Chers amis,
Puis-je vous parler d'un
projet d’autant plus fou que la date limite pour le boucler est le 10 novembre
prochain (quoiqu'un sursis ne serait pas impossible !) ? Cela pourrait sembler insensé ou désespéré mais je veux croire qu’il est encore réalisable car, en ces temps
tourmentés, il pourrait intéresser certains d’entre vous.
Nous savons pour la plupart que
le monde traverse actuellement une crise qui affecte toutes les dimensions de
la vie humaine et pourrait amener aussi bien un chaos économique, écologique que
sociétal — voire les
trois en même temps.
Les « optimistes »
diront que cette situation n’est pas nouvelle et qu’elle pourrait durer encore des
années ou des décennies.
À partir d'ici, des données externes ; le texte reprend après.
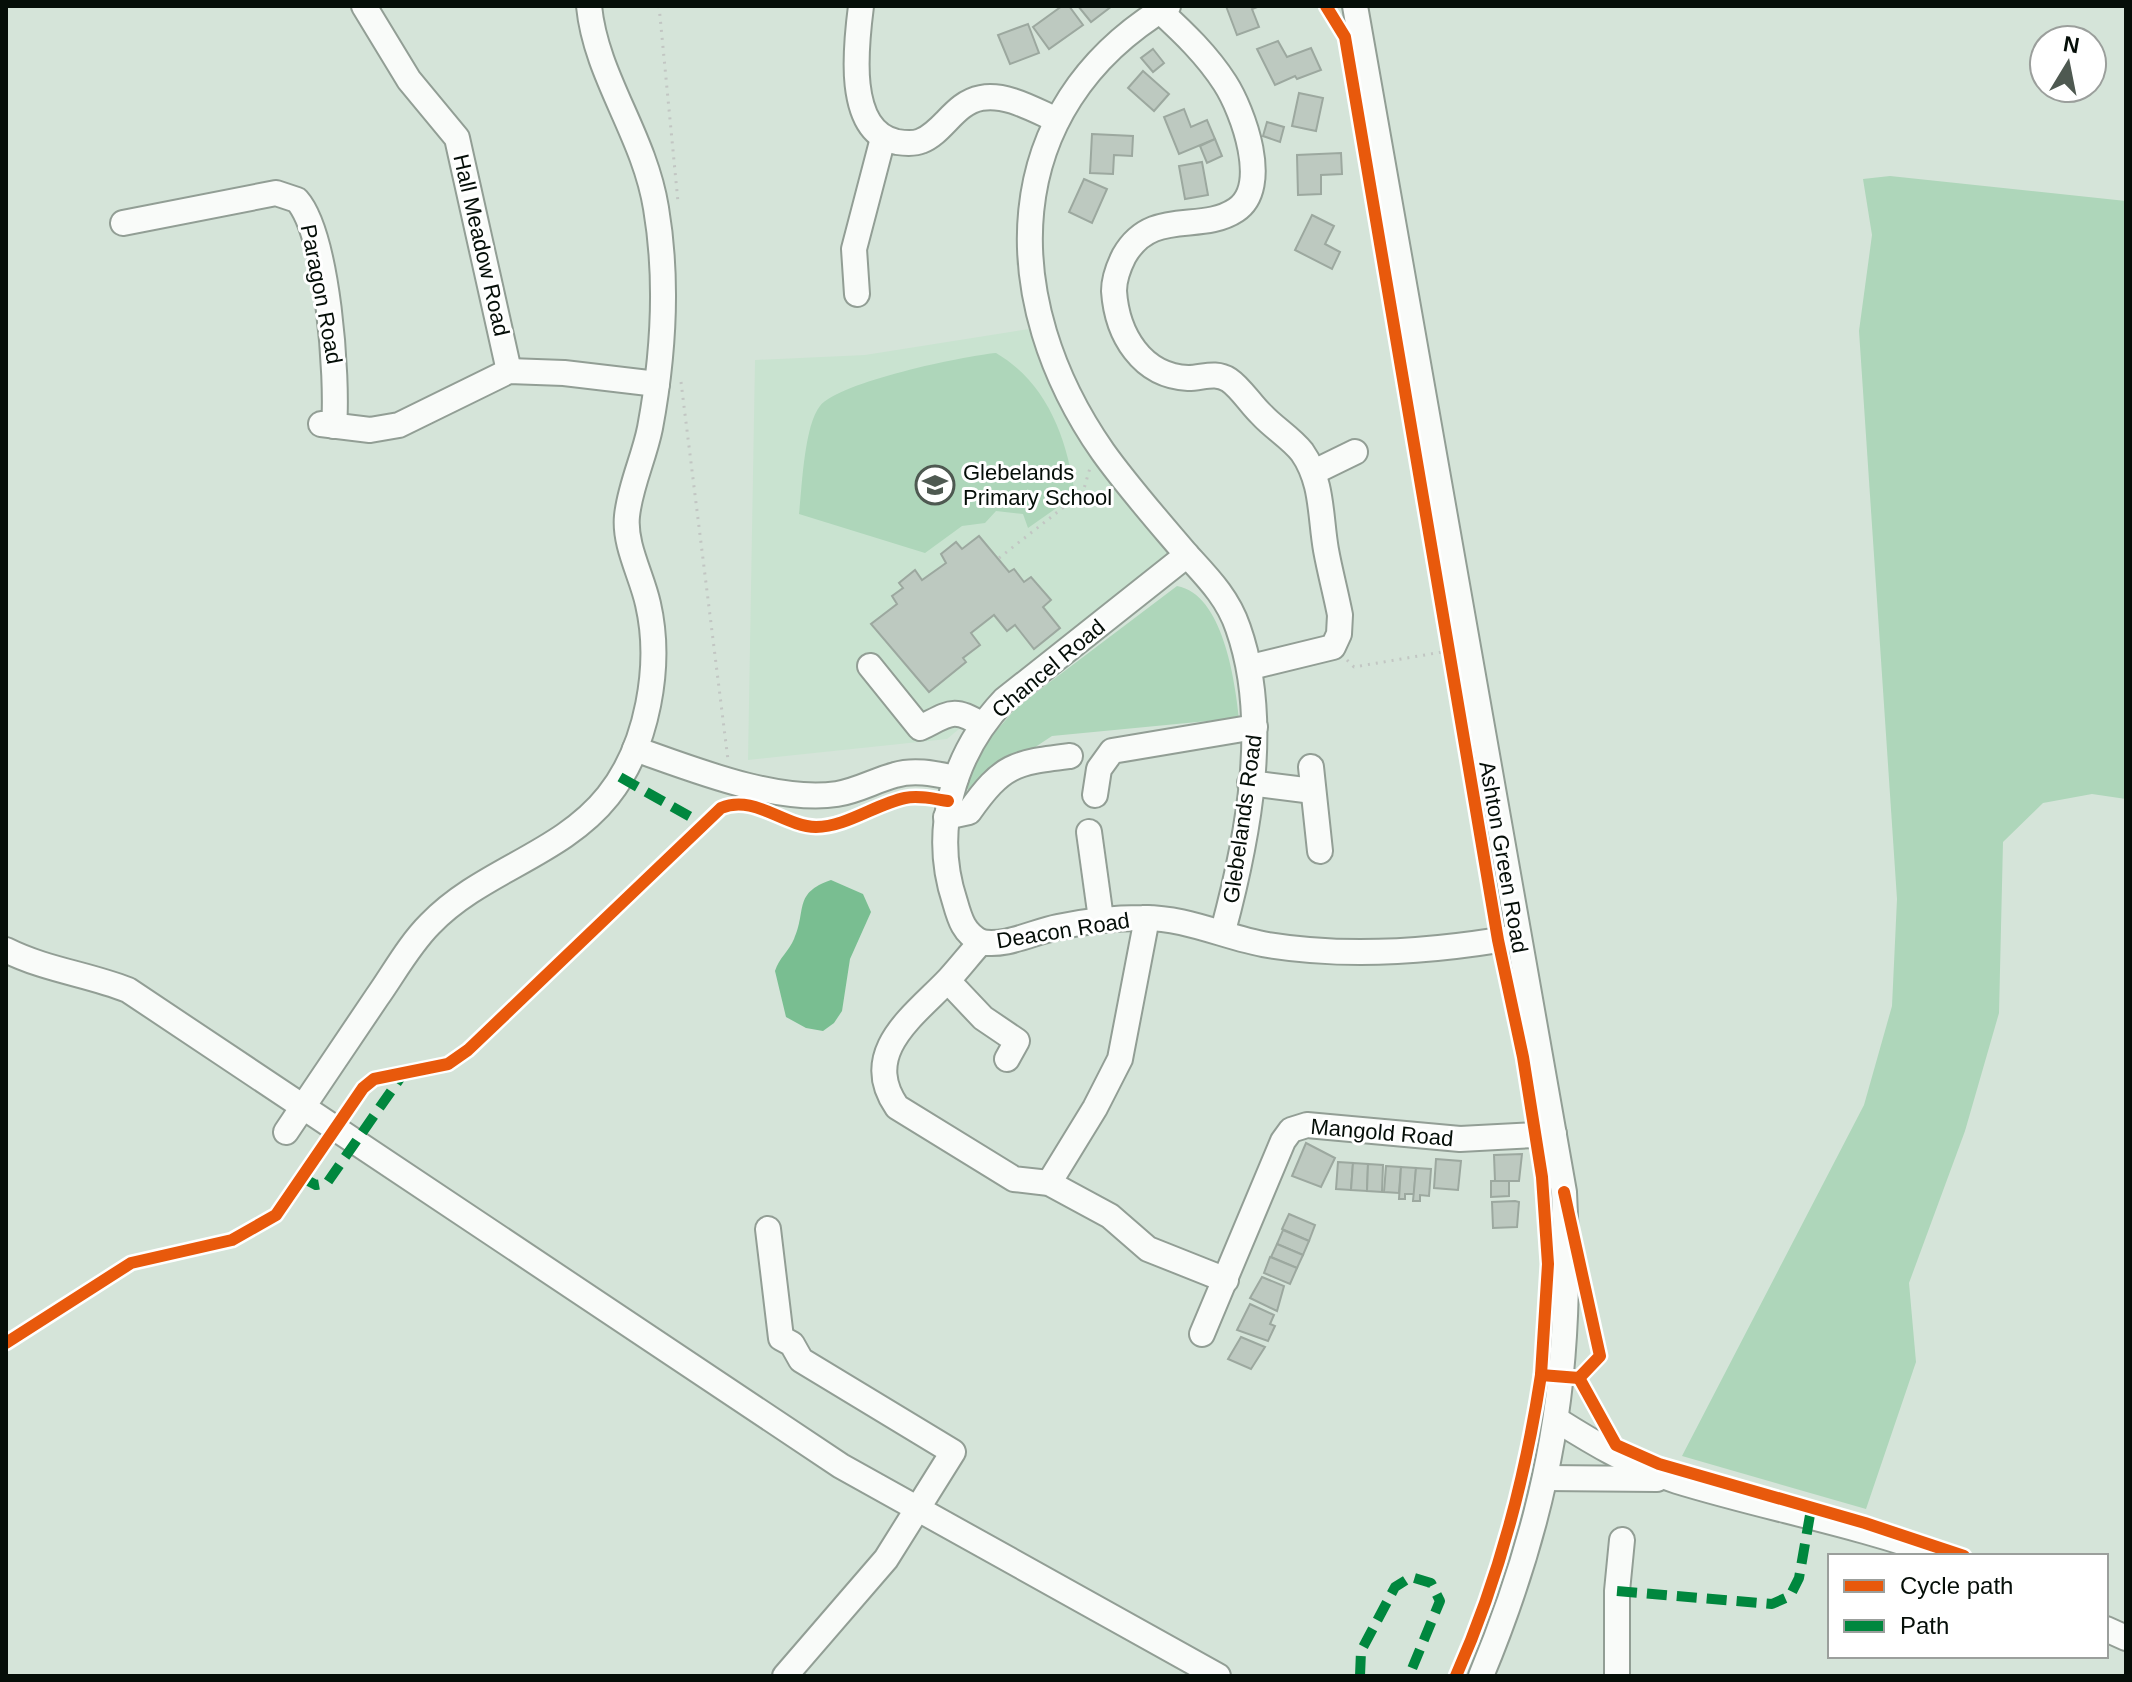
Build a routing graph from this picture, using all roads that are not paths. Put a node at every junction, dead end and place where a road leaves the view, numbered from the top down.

Néanmoins comment ne pas éprouver un sentiment de
malaise face à l’accélération d’une actualité alarmante qui nous laisse de moins
en moins de certitudes et si peu de raisons d’espérer ?
Si vous avez comme moi l’impression
que le monde est sur une mauvaise pente et qu’il serait urgent d’emprunter des
voies alternatives, l’esquisse de projet qui suit pourrait vous intéresser car
il s’agit, pour une part, de favoriser la transition vers un développement
durable local par le lien social, la solidarité, l’écologie, l’agriculture biologique
sous toutes ses formes et, d’autre part, d’en retirer une certaine sécurité tant
du point de vue financier que « survivaliste » (pour appeler un chat
un chat).
I.
Les grandes lignes
Il s’agirait de former une
« société » ,
au sens noble comme au sens juridique, qui accompagnerait une association loi
1901 d’aide aux précaires et aux chômeurs, le
Maillon Eco, dans l’acquisition d’une terre agricole de 33 hectares
située à la Réunion, dans les hauts du « sud sauvage ». Un tiers au
moins de sa superficie serait dédiée à l’installation d’un
Centre Agricole pour L'Innovation Sociale, Solidaire et Ecologique (CALISSE) par
les chômeurs et précaires pour les chômeurs et précaires.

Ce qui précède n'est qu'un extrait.